__WHAT IS REQUIRED__
What number of lines in the data below contain the string "Lamroc"? Answer with that number alone.

__INPUT MATERIAL__
>>>
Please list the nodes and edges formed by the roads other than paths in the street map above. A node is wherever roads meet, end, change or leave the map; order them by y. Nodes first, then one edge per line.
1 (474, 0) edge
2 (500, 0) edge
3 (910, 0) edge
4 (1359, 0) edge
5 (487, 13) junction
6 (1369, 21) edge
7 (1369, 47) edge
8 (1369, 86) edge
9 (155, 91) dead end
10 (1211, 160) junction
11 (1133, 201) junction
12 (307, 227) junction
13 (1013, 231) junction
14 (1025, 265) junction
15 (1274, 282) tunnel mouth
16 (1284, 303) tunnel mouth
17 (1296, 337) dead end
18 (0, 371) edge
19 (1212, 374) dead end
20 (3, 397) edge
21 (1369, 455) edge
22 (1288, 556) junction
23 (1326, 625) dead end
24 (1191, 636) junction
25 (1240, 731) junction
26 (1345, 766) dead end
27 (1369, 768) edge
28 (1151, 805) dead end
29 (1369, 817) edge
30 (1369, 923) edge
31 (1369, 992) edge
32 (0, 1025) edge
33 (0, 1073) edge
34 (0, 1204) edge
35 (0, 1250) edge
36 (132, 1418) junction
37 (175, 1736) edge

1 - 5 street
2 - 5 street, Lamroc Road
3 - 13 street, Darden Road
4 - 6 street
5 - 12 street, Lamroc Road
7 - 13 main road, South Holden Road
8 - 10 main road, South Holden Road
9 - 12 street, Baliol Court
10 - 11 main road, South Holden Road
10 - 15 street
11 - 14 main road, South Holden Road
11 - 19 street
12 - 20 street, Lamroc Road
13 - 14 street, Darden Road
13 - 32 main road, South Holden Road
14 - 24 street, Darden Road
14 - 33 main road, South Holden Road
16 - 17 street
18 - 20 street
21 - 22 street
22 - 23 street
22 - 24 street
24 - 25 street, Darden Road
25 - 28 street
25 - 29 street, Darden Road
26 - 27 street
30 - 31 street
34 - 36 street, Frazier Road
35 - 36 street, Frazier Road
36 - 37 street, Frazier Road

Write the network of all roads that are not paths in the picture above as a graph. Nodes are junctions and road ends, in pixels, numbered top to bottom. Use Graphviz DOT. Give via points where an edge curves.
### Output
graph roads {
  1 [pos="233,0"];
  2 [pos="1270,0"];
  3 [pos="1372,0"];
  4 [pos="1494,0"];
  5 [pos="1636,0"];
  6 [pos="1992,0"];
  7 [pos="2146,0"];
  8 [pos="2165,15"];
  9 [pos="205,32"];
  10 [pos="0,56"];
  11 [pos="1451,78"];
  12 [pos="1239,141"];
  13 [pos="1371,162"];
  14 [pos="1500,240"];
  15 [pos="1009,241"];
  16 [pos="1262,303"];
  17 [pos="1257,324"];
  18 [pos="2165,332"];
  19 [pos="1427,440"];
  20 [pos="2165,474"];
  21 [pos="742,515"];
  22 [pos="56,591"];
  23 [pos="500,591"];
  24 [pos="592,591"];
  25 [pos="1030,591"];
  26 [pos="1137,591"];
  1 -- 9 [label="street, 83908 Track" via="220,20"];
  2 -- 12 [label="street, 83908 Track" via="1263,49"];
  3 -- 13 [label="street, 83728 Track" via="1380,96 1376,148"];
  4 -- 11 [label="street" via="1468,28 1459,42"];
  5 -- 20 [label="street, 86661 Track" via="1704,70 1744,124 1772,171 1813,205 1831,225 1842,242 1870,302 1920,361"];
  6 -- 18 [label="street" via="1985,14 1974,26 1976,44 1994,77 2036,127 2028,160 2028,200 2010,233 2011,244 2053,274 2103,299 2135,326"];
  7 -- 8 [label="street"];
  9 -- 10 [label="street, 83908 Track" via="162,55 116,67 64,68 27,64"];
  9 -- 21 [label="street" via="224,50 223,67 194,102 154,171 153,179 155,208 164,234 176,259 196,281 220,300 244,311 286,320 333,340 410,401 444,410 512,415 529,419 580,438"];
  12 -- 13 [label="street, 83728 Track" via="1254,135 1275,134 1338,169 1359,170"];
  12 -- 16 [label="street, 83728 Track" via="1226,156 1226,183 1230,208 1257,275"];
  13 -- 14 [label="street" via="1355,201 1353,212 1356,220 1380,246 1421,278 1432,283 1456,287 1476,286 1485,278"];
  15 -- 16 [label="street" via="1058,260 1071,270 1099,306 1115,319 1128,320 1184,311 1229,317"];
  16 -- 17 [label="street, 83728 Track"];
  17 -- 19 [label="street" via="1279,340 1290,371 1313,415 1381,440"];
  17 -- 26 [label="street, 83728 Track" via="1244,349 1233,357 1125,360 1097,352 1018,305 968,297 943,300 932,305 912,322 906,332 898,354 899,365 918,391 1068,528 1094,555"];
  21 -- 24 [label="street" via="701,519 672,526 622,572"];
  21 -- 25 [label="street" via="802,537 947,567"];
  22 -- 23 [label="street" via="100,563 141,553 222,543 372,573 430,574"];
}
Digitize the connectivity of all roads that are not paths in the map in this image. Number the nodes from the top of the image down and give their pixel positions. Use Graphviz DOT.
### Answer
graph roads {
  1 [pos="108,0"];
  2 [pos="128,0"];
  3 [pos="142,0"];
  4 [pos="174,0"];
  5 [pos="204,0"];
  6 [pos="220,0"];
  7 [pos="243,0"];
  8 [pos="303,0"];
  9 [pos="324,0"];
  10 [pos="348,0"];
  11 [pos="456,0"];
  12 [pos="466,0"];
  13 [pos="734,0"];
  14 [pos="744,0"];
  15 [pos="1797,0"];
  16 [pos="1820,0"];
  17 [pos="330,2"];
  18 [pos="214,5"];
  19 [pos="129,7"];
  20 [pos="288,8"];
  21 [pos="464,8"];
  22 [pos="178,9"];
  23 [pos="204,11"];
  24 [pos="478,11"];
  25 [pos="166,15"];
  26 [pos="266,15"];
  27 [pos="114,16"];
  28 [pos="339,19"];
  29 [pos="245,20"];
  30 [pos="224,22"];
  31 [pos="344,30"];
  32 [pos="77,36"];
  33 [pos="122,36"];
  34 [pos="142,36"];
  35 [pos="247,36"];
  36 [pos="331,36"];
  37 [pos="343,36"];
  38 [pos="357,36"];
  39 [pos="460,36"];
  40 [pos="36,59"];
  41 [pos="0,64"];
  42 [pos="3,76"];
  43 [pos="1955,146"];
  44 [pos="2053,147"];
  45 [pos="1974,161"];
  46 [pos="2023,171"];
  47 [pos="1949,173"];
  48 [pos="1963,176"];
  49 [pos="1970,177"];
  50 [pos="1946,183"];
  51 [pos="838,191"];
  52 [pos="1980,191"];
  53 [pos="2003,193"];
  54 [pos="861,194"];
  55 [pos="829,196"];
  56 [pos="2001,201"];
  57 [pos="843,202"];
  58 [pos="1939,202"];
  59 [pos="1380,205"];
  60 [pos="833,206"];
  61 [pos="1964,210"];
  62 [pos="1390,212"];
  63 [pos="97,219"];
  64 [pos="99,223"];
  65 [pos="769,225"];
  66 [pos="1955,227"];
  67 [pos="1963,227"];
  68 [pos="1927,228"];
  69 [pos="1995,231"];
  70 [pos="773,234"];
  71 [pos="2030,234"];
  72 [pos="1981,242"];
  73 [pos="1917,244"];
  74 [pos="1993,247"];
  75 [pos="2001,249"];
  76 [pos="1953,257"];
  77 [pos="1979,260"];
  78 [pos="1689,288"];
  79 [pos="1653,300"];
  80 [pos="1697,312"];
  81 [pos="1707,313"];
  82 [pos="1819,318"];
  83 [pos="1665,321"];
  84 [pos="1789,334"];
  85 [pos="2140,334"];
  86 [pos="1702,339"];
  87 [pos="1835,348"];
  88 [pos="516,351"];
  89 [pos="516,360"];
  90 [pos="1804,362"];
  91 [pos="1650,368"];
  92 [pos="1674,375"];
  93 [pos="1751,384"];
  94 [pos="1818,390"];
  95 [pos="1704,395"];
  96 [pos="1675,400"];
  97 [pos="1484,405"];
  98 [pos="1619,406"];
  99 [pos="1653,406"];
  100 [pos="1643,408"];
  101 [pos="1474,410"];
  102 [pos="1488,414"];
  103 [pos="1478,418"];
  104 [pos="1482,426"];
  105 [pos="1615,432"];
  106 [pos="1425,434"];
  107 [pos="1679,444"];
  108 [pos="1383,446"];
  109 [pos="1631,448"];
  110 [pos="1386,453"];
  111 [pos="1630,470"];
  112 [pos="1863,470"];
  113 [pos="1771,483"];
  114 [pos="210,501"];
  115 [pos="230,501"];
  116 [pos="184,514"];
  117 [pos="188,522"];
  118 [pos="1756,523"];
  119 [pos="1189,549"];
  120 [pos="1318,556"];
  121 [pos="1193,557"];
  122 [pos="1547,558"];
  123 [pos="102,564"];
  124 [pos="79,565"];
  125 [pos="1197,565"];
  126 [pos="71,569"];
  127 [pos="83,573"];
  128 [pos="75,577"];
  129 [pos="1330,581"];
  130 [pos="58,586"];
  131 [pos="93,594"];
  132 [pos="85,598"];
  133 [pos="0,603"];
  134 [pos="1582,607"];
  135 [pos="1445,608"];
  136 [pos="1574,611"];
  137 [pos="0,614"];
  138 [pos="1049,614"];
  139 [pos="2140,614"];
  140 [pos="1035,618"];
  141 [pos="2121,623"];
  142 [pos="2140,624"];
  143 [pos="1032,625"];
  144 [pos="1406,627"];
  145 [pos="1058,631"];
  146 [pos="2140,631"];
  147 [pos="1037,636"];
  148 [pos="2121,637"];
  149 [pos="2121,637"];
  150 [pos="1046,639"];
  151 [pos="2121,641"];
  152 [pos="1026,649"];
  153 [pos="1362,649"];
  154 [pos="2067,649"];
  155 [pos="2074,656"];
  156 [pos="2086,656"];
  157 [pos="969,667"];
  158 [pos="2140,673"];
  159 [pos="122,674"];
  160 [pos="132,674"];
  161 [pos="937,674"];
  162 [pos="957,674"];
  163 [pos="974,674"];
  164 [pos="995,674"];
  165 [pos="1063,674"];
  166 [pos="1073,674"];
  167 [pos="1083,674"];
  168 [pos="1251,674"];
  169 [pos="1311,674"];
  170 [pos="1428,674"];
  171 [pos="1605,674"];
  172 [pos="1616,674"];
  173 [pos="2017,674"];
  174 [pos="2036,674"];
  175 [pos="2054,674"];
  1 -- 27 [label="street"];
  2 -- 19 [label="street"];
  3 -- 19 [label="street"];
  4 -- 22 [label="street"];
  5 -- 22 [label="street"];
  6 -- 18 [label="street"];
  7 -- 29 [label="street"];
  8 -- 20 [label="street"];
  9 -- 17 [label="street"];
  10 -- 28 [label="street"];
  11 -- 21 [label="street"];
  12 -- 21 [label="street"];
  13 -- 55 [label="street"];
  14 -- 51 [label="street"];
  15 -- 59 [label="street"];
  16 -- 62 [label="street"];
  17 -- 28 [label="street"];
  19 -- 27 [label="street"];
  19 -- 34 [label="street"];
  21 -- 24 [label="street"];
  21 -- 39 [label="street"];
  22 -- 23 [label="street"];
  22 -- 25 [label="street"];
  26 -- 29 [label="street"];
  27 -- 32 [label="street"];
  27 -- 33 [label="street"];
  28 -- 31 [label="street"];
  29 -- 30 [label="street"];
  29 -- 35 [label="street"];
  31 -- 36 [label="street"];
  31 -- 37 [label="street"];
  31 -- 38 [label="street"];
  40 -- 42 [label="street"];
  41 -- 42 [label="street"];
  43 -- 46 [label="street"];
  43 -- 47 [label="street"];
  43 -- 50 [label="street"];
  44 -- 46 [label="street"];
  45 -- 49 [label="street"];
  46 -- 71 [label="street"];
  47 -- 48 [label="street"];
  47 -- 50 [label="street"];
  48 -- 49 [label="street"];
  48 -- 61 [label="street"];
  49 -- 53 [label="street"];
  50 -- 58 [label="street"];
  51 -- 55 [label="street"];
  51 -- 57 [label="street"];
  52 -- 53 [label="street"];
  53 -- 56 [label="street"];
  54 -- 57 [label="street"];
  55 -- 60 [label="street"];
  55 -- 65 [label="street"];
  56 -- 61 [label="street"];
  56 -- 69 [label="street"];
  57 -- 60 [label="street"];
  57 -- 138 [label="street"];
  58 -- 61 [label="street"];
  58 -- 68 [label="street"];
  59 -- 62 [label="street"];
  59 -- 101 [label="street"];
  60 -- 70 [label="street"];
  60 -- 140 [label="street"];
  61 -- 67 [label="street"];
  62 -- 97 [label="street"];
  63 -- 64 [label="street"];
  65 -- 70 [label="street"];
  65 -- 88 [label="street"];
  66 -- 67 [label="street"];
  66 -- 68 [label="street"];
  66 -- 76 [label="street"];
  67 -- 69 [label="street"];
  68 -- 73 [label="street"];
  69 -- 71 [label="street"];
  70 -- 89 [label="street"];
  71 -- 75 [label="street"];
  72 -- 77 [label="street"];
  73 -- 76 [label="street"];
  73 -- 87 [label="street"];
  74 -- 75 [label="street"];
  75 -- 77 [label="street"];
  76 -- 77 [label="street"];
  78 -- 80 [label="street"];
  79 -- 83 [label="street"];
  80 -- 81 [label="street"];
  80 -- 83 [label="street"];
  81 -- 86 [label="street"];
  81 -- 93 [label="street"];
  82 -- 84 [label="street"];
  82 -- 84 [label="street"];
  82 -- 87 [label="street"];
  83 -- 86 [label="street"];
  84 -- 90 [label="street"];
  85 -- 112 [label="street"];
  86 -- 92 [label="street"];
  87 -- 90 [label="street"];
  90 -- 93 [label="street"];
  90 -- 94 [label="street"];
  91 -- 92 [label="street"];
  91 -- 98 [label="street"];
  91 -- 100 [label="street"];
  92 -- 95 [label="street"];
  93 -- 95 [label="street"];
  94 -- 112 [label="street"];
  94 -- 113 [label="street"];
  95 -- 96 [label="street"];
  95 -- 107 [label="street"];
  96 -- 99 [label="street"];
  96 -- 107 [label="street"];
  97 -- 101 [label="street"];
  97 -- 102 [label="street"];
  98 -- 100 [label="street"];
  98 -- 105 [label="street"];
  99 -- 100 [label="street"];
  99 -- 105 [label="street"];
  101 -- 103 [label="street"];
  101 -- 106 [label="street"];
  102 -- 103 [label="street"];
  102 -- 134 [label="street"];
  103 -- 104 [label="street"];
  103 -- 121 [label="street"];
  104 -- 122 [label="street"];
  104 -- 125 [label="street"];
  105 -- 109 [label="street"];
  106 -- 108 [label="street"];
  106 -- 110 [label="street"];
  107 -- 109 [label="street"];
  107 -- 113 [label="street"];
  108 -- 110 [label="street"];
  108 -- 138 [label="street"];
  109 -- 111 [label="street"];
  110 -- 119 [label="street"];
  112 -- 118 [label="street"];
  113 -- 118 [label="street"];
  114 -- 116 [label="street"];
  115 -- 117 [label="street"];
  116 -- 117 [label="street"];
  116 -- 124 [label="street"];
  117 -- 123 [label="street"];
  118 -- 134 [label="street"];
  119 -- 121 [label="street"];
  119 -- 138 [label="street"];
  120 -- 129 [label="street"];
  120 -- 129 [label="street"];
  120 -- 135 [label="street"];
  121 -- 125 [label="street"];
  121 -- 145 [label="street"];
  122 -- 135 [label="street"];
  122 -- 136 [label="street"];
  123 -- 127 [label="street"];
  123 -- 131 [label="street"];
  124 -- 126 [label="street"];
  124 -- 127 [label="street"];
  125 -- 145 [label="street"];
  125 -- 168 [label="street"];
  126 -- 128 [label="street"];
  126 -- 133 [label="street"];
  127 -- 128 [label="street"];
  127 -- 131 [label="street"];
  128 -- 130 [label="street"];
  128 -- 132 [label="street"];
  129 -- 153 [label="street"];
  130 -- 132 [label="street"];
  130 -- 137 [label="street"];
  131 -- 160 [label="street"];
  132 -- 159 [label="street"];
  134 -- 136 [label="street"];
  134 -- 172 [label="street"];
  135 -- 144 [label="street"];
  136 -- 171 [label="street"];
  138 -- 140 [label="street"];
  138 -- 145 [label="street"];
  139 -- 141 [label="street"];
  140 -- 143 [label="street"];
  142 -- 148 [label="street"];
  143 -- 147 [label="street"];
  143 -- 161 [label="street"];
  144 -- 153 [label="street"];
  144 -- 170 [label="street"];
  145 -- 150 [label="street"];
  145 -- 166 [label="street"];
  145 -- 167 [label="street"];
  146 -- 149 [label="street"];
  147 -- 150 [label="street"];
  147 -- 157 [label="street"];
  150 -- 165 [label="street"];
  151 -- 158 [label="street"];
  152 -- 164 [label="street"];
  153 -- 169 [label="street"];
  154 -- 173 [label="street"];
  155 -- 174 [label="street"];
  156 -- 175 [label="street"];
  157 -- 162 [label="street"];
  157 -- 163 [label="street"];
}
<<<
__WRITTEN ANSWER__
3